Your assignment: Down to the last character, repeat the data that follows.

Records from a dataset
------------------------------------

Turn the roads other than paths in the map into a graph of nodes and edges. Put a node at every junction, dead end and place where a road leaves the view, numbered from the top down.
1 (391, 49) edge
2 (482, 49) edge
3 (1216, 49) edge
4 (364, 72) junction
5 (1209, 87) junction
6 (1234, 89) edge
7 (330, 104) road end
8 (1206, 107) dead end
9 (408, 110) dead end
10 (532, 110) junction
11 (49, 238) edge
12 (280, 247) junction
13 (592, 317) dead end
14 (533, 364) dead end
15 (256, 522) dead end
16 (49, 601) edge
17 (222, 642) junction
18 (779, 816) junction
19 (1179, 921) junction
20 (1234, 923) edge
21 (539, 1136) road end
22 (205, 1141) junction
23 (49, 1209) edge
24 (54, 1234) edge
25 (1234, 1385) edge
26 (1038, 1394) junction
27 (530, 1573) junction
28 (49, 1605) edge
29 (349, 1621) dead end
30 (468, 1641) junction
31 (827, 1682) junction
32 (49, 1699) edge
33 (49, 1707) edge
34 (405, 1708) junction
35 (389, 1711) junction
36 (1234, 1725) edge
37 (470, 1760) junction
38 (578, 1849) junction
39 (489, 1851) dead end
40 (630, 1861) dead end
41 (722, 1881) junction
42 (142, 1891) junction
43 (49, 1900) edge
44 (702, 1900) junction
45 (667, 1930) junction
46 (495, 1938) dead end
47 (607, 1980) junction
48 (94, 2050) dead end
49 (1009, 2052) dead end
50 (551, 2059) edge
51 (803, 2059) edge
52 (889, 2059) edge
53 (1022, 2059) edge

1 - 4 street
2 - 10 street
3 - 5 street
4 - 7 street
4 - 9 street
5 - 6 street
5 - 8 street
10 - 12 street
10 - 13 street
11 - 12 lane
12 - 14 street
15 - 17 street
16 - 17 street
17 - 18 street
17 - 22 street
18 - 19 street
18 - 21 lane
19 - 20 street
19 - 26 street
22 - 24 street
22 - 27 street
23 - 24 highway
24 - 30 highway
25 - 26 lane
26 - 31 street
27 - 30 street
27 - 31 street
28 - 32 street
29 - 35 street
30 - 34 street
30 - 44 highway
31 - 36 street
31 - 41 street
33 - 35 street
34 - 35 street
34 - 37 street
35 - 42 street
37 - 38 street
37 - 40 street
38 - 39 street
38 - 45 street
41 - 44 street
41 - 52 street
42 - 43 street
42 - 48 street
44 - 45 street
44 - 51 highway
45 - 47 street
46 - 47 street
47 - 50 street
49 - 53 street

------------------------------------

Expected answer:
Turn the roads other than paths in the map into a graph of nodes and edges. Put a node at every junction, dead end and place where a road leaves the view, numbered from the top down.
1 (391, 49) edge
2 (482, 49) edge
3 (1216, 49) edge
4 (364, 72) junction
5 (1209, 87) junction
6 (1234, 89) edge
7 (330, 104) road end
8 (1206, 107) dead end
9 (408, 110) dead end
10 (532, 110) junction
11 (49, 238) edge
12 (280, 247) junction
13 (592, 317) dead end
14 (533, 364) dead end
15 (256, 522) dead end
16 (49, 601) edge
17 (222, 642) junction
18 (779, 816) junction
19 (1179, 921) junction
20 (1234, 923) edge
21 (539, 1136) road end
22 (205, 1141) junction
23 (49, 1209) edge
24 (54, 1234) edge
25 (1234, 1385) edge
26 (1038, 1394) junction
27 (530, 1573) junction
28 (49, 1605) edge
29 (349, 1621) dead end
30 (468, 1641) junction
31 (827, 1682) junction
32 (49, 1699) edge
33 (49, 1707) edge
34 (405, 1708) junction
35 (389, 1711) junction
36 (1234, 1725) edge
37 (470, 1760) junction
38 (578, 1849) junction
39 (489, 1851) dead end
40 (630, 1861) dead end
41 (722, 1881) junction
42 (142, 1891) junction
43 (49, 1900) edge
44 (702, 1900) junction
45 (667, 1930) junction
46 (495, 1938) dead end
47 (607, 1980) junction
48 (94, 2050) dead end
49 (1009, 2052) dead end
50 (551, 2059) edge
51 (803, 2059) edge
52 (889, 2059) edge
53 (1022, 2059) edge

1 - 4 street
2 - 10 street
3 - 5 street
4 - 7 street
4 - 9 street
5 - 6 street
5 - 8 street
10 - 12 street
10 - 13 street
11 - 12 lane
12 - 14 street
15 - 17 street
16 - 17 street
17 - 18 street
17 - 22 street
18 - 19 street
18 - 21 lane
19 - 20 street
19 - 26 street
22 - 24 street
22 - 27 street
23 - 24 highway
24 - 30 highway
25 - 26 lane
26 - 31 street
27 - 30 street
27 - 31 street
28 - 32 street
29 - 35 street
30 - 34 street
30 - 44 highway
31 - 36 street
31 - 41 street
33 - 35 street
34 - 35 street
34 - 37 street
35 - 42 street
37 - 38 street
37 - 40 street
38 - 39 street
38 - 45 street
41 - 44 street
41 - 52 street
42 - 43 street
42 - 48 street
44 - 45 street
44 - 51 highway
45 - 47 street
46 - 47 street
47 - 50 street
49 - 53 street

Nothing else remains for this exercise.